To do
Print every entry, word for word, and skip the images.
··· Entries provided ···
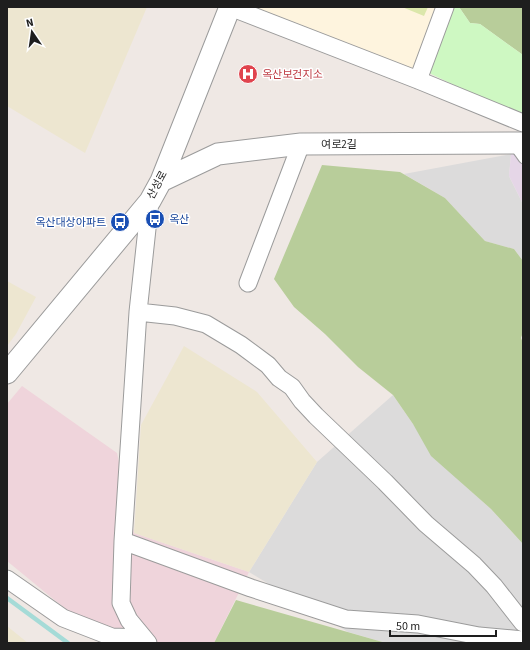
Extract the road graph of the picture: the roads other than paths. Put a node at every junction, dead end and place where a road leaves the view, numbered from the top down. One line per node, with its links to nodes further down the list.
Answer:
1 (230, 7): 3 (street); 7 (street, 산성로)
2 (445, 7): 3 (street)
3 (418, 80): 4 (street)
4 (523, 123)
5 (301, 144): 6 (street, 여로2길); 7 (street, 여로2길); 9 (street)
6 (519, 148)
7 (161, 181): 8 (street, 산성로)
8 (150, 201): 10 (street); 11 (street, 산성로)
9 (248, 283)
10 (138, 312): 12 (street); 14 (street)
11 (7, 373)
12 (123, 541): 15 (street); 16 (street)
13 (7, 579): 16 (street)
14 (523, 624)
15 (523, 640)
16 (146, 641)

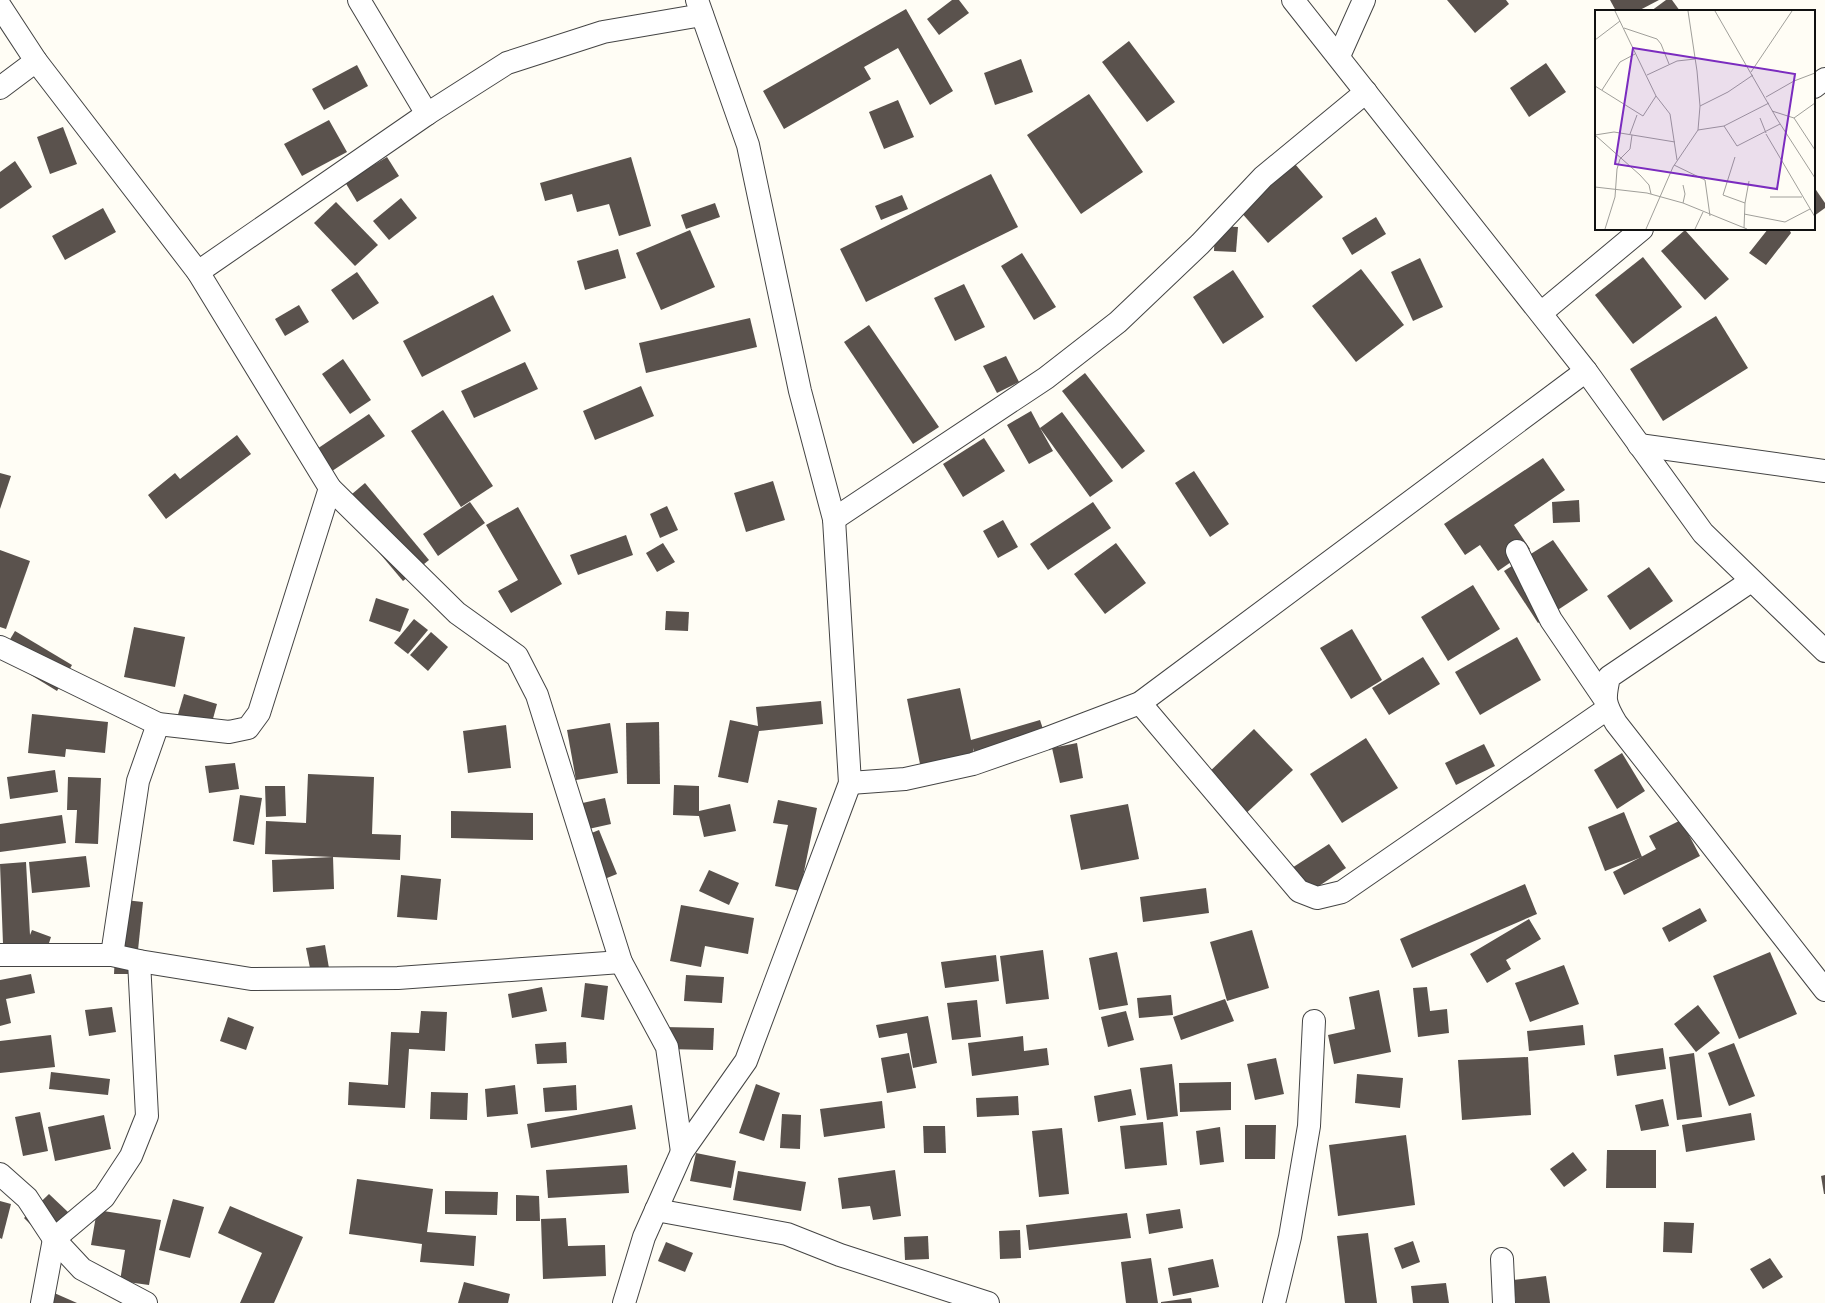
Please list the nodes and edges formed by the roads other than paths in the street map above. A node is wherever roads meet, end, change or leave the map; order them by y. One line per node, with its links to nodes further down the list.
···
Task answer
Extract the road graph of the picture: the roads other than paths. Put a node at every junction, dead end and place where a road leaves the view, numbered from the top down. One line per node, with its links to nodes further down the list.
Answer:
1 (230, 7): 3 (street); 7 (street, 산성로)
2 (445, 7): 3 (street)
3 (418, 80): 4 (street)
4 (523, 123)
5 (301, 144): 6 (street, 여로2길); 7 (street, 여로2길); 9 (street)
6 (519, 148)
7 (161, 181): 8 (street, 산성로)
8 (150, 201): 10 (street); 11 (street, 산성로)
9 (248, 283)
10 (138, 312): 12 (street); 14 (street)
11 (7, 373)
12 (123, 541): 15 (street); 16 (street)
13 (7, 579): 16 (street)
14 (523, 624)
15 (523, 640)
16 (146, 641)

Please list the nodes and edges formed by the roads other than paths in the street map above. A node is wherever roads meet, end, change or leave the map; order them by y. One line per node, with its links to nodes further down the list.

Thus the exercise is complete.